He was finally going to ask. That’s what he thought when he looked at you, still in bed, bathed in the dappled sunlight let in by his parted curtains. You were still fast asleep beside him, body curled up so your body was pressed against him. He ran his fingers through your hair gently not to wake you, “I love you,” he murmurs, as opens his bedside drawer, pulling a ring box and notecard from it — and he stares at it. 
He’d ask you. He would ask you to marry him — finally take you on that vacation to Malaysia you both had talked about for too long, read all the books you both had put off, and lounge on the beach — and do much more in your hotel room. And then maybe, maybe he could ask you to retire from jujutsu. 
He had always promised himself, promised that he wouldn’t be a sorcerer when he got married.

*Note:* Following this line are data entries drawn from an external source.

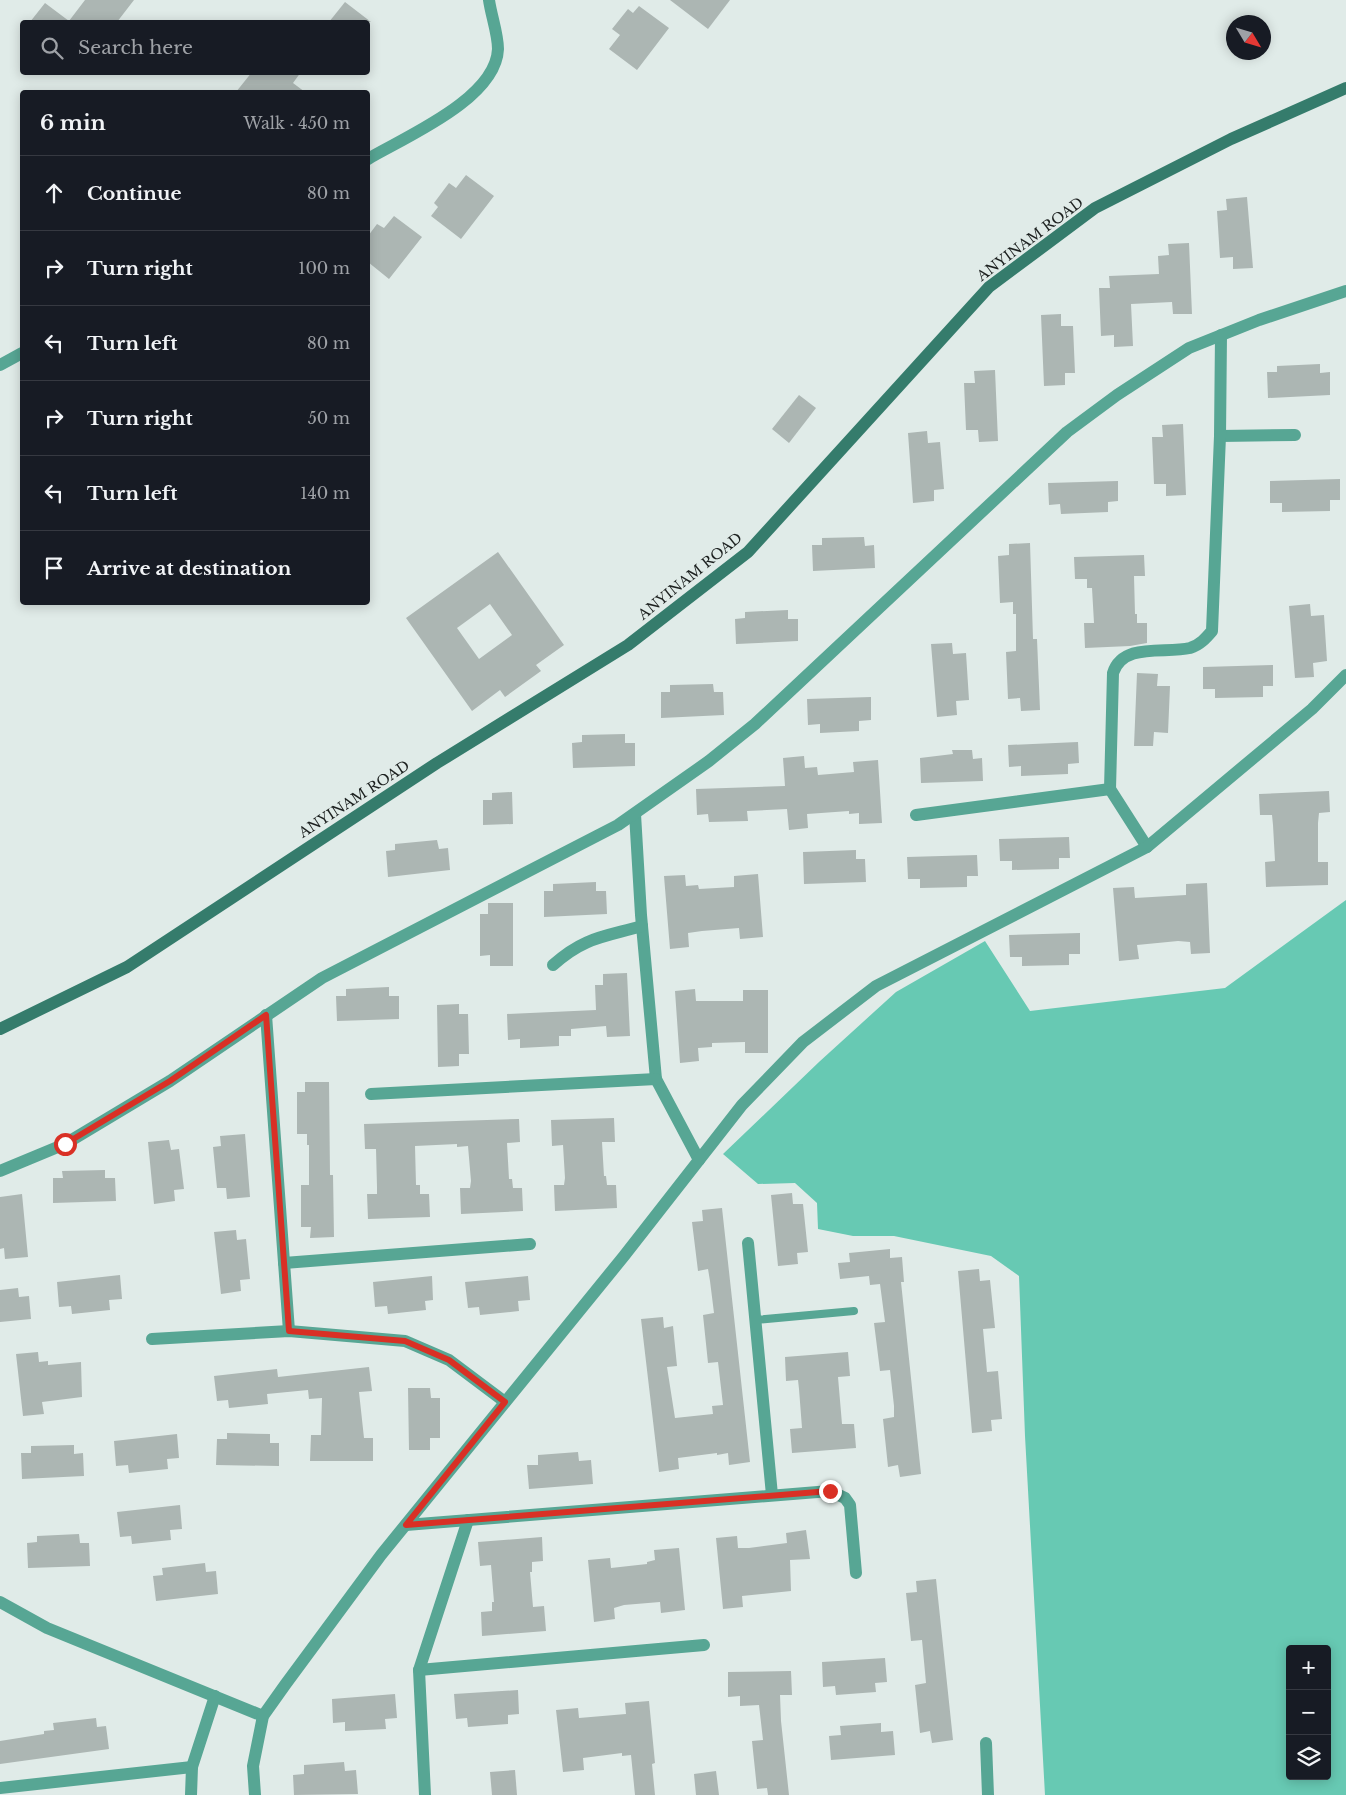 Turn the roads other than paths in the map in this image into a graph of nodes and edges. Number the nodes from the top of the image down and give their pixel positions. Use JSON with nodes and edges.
{"nodes":[{"id":1,"x":489,"y":0,"type":"edge"},
{"id":2,"x":1346,"y":88,"type":"edge"},
{"id":3,"x":370,"y":158,"type":"edge"},
{"id":4,"x":1346,"y":291,"type":"edge"},
{"id":5,"x":1221,"y":335,"type":"junction"},
{"id":6,"x":20,"y":354,"type":"edge"},
{"id":7,"x":0,"y":365,"type":"edge"},
{"id":8,"x":1295,"y":435,"type":"dead end"},
{"id":9,"x":1220,"y":436,"type":"junction"},
{"id":10,"x":1346,"y":675,"type":"edge"},
{"id":11,"x":1110,"y":789,"type":"junction"},
{"id":12,"x":635,"y":814,"type":"junction"},
{"id":13,"x":916,"y":815,"type":"dead end"},
{"id":14,"x":1147,"y":847,"type":"junction"},
{"id":15,"x":642,"y":926,"type":"junction"},
{"id":16,"x":554,"y":965,"type":"dead end"},
{"id":17,"x":266,"y":1015,"type":"junction"},
{"id":18,"x":0,"y":1030,"type":"edge"},
{"id":19,"x":656,"y":1079,"type":"junction"},
{"id":20,"x":371,"y":1094,"type":"dead end"},
{"id":21,"x":699,"y":1160,"type":"junction"},
{"id":22,"x":0,"y":1172,"type":"edge"},
{"id":23,"x":748,"y":1243,"type":"dead end"},
{"id":24,"x":530,"y":1244,"type":"dead end"},
{"id":25,"x":284,"y":1264,"type":"junction"},
{"id":26,"x":854,"y":1311,"type":"dead end"},
{"id":27,"x":756,"y":1320,"type":"junction"},
{"id":28,"x":289,"y":1331,"type":"junction"},
{"id":29,"x":152,"y":1338,"type":"dead end"},
{"id":30,"x":505,"y":1402,"type":"junction"},
{"id":31,"x":772,"y":1495,"type":"junction"},
{"id":32,"x":468,"y":1520,"type":"junction"},
{"id":33,"x":406,"y":1525,"type":"junction"},
{"id":34,"x":856,"y":1573,"type":"dead end"},
{"id":35,"x":0,"y":1602,"type":"edge"},
{"id":36,"x":704,"y":1645,"type":"dead end"},
{"id":37,"x":418,"y":1670,"type":"junction"},
{"id":38,"x":214,"y":1696,"type":"junction"},
{"id":39,"x":263,"y":1716,"type":"junction"},
{"id":40,"x":986,"y":1743,"type":"dead end"},
{"id":41,"x":192,"y":1766,"type":"junction"},
{"id":42,"x":0,"y":1788,"type":"edge"},
{"id":43,"x":190,"y":1795,"type":"edge"},
{"id":44,"x":255,"y":1795,"type":"edge"},
{"id":45,"x":425,"y":1795,"type":"edge"},
{"id":46,"x":988,"y":1795,"type":"edge"}],
"edges":[{"from":1,"to":3,"type":"street"},
{"from":2,"to":18,"type":"street","name":"ANYINAM ROAD"},
{"from":4,"to":5,"type":"street"},
{"from":5,"to":9,"type":"street"},
{"from":5,"to":12,"type":"street"},
{"from":6,"to":7,"type":"street"},
{"from":8,"to":9,"type":"street"},
{"from":9,"to":11,"type":"street"},
{"from":10,"to":14,"type":"street"},
{"from":11,"to":13,"type":"street"},
{"from":11,"to":14,"type":"street"},
{"from":12,"to":15,"type":"street"},
{"from":12,"to":17,"type":"street"},
{"from":14,"to":21,"type":"street"},
{"from":15,"to":16,"type":"street"},
{"from":15,"to":19,"type":"street"},
{"from":17,"to":22,"type":"street"},
{"from":17,"to":25,"type":"street"},
{"from":19,"to":20,"type":"street"},
{"from":19,"to":21,"type":"street"},
{"from":21,"to":30,"type":"street"},
{"from":23,"to":27,"type":"street"},
{"from":24,"to":25,"type":"street"},
{"from":25,"to":28,"type":"street"},
{"from":26,"to":27,"type":"lane"},
{"from":27,"to":31,"type":"street"},
{"from":28,"to":29,"type":"street"},
{"from":28,"to":30,"type":"street"},
{"from":30,"to":33,"type":"street"},
{"from":31,"to":32,"type":"street"},
{"from":31,"to":34,"type":"street"},
{"from":32,"to":33,"type":"street"},
{"from":32,"to":37,"type":"street"},
{"from":33,"to":39,"type":"street"},
{"from":35,"to":38,"type":"street"},
{"from":36,"to":37,"type":"street"},
{"from":37,"to":45,"type":"street"},
{"from":38,"to":39,"type":"street"},
{"from":38,"to":41,"type":"street"},
{"from":39,"to":44,"type":"street"},
{"from":40,"to":46,"type":"street"},
{"from":41,"to":42,"type":"street"},
{"from":41,"to":43,"type":"street"}]}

He couldn’t bear the thought of leaving a family behind to mourn him — but even more than that, he couldn’t bear the thought to lose you, to call you his wife, call you his soulmate — and have you fall away from him. 
He would rather be the one to die. 
But this way — he rises, grabbing his clothes for the day, and slipping the ring and the note into his coat pocket — neither of you would have to worry about losing the other. At least to a curse. 
“Where are we going?” You giggle as he drags you along the street, packed with people, more than usual. He keeps you close, an arm wrapped around you, especially for a Wednesday evening. What date was it? He had seemingly lost track of everything he had planned. 
“It’s Halloween,” you remind him without him asking the question, “explains all costumed people and the packed streets — we should definitely avoid Shibuya — the crowds there would be insane,” 
“How’d you know—“ and you tap his forehead with a smile. 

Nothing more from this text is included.